**Dataset**
=== Section Start ===
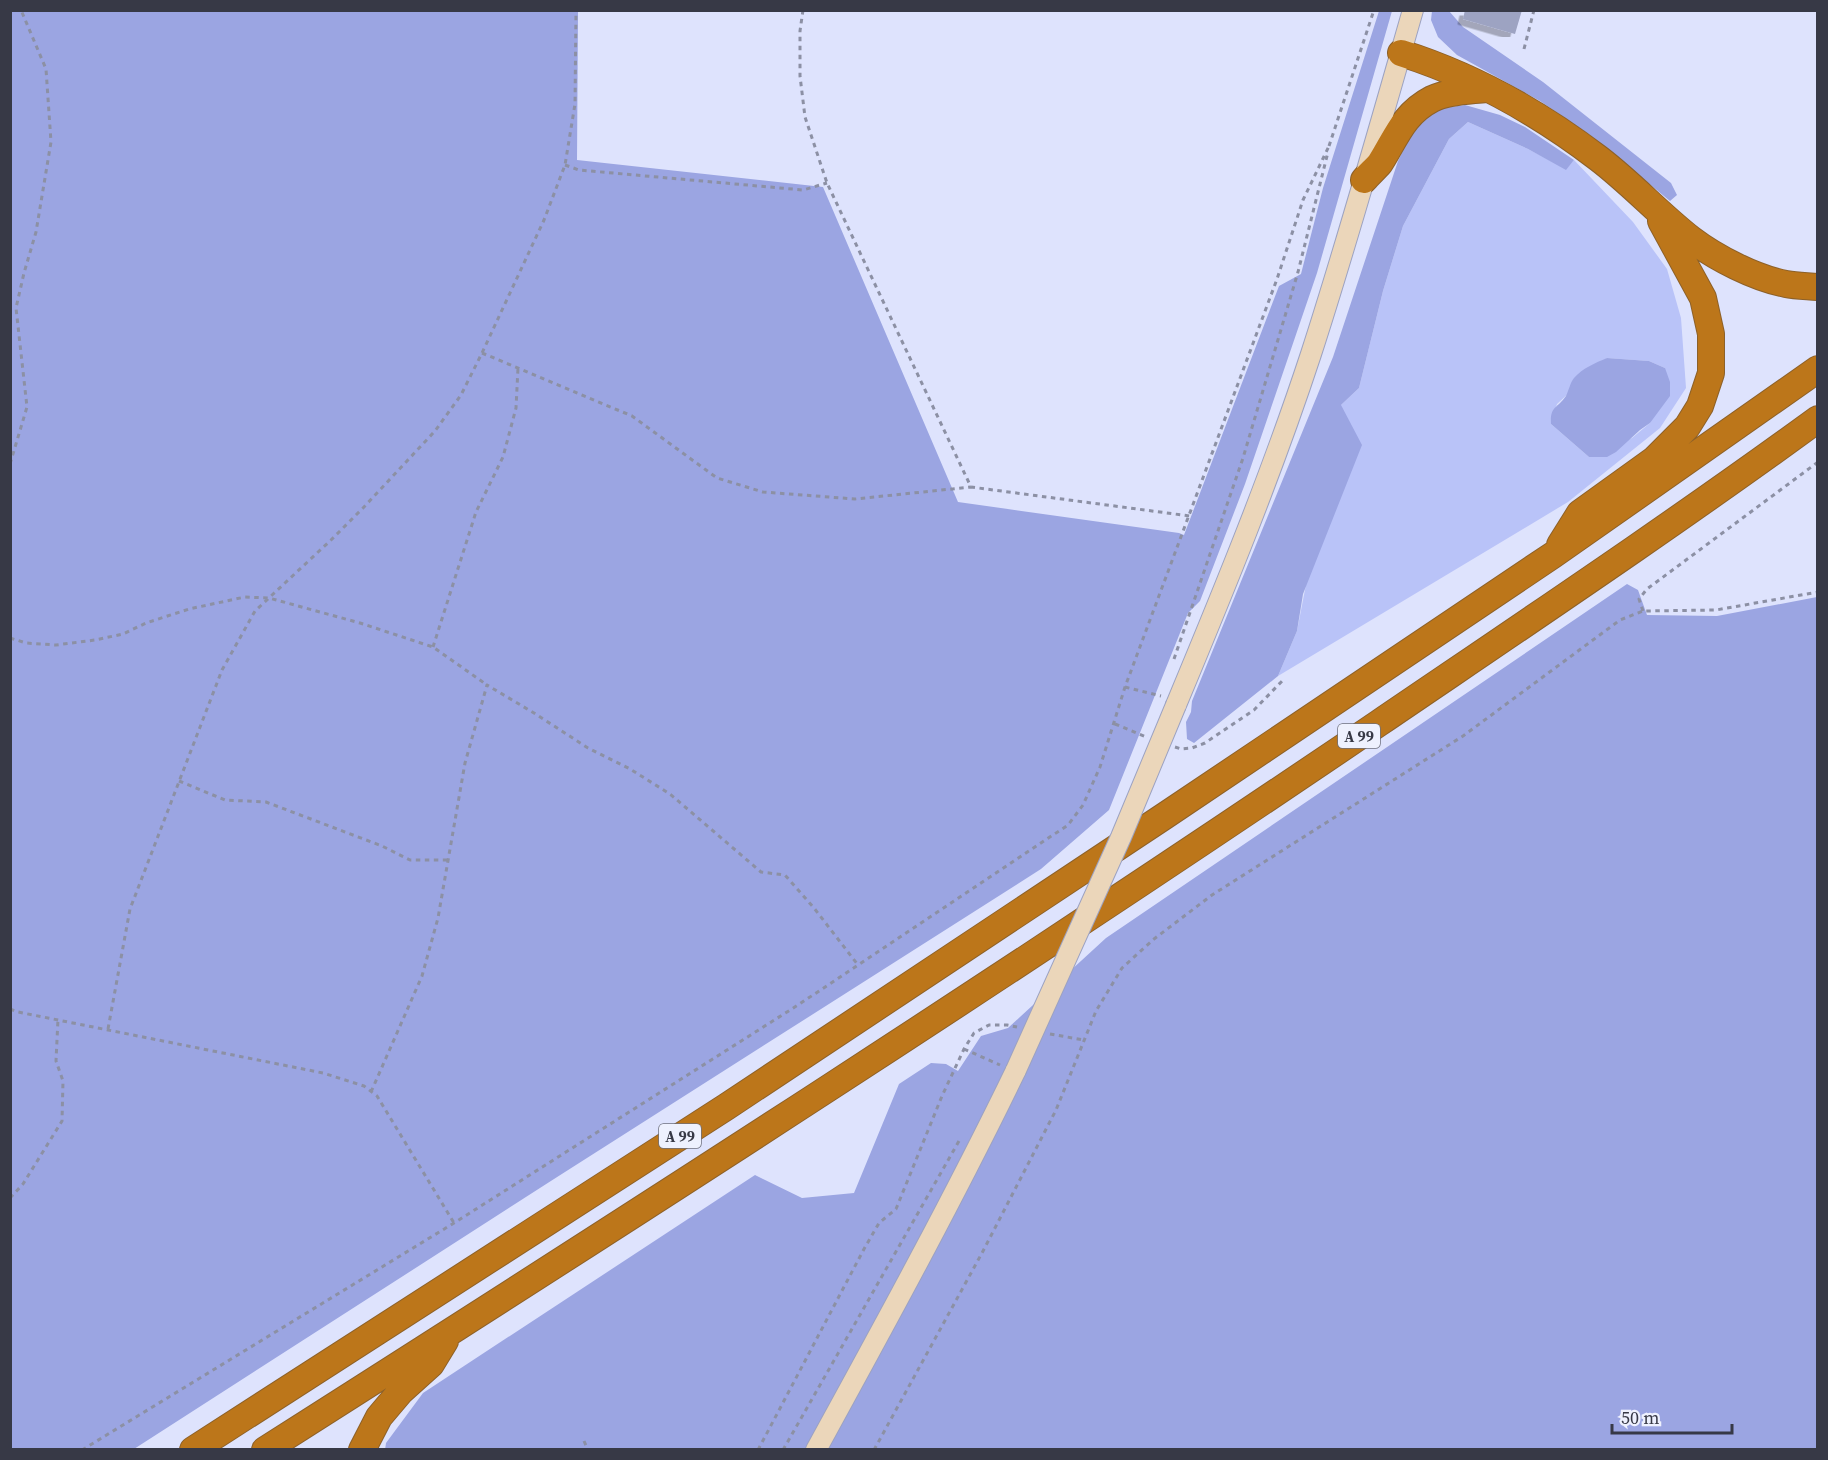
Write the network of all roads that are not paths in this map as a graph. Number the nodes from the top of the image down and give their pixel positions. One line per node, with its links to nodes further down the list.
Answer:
1 (1413, 10): 2 (main road)
2 (1401, 52): 3 (highway); 4 (main road)
3 (1487, 88): 4 (highway); 5 (highway)
4 (1364, 180): 14 (main road, bridge)
5 (1651, 204): 6 (highway); 9 (highway)
6 (1818, 288)
7 (1818, 369): 9 (highway, A 99)
8 (1818, 419): 10 (highway, A 99)
9 (1553, 555): 11 (highway, A 99)
10 (451, 1331): 12 (highway, A 99); 13 (highway)
11 (193, 1449)
12 (265, 1449)
13 (363, 1449)
14 (816, 1449)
=== Section End ===
**Task objective**
Everything in the listing above must be restated word for word, except the images.

**Exercise result**
Write the network of all roads that are not paths in this map as a graph. Number the nodes from the top of the image down and give their pixel positions. One line per node, with its links to nodes further down the list.
Answer:
1 (1413, 10): 2 (main road)
2 (1401, 52): 3 (highway); 4 (main road)
3 (1487, 88): 4 (highway); 5 (highway)
4 (1364, 180): 14 (main road, bridge)
5 (1651, 204): 6 (highway); 9 (highway)
6 (1818, 288)
7 (1818, 369): 9 (highway, A 99)
8 (1818, 419): 10 (highway, A 99)
9 (1553, 555): 11 (highway, A 99)
10 (451, 1331): 12 (highway, A 99); 13 (highway)
11 (193, 1449)
12 (265, 1449)
13 (363, 1449)
14 (816, 1449)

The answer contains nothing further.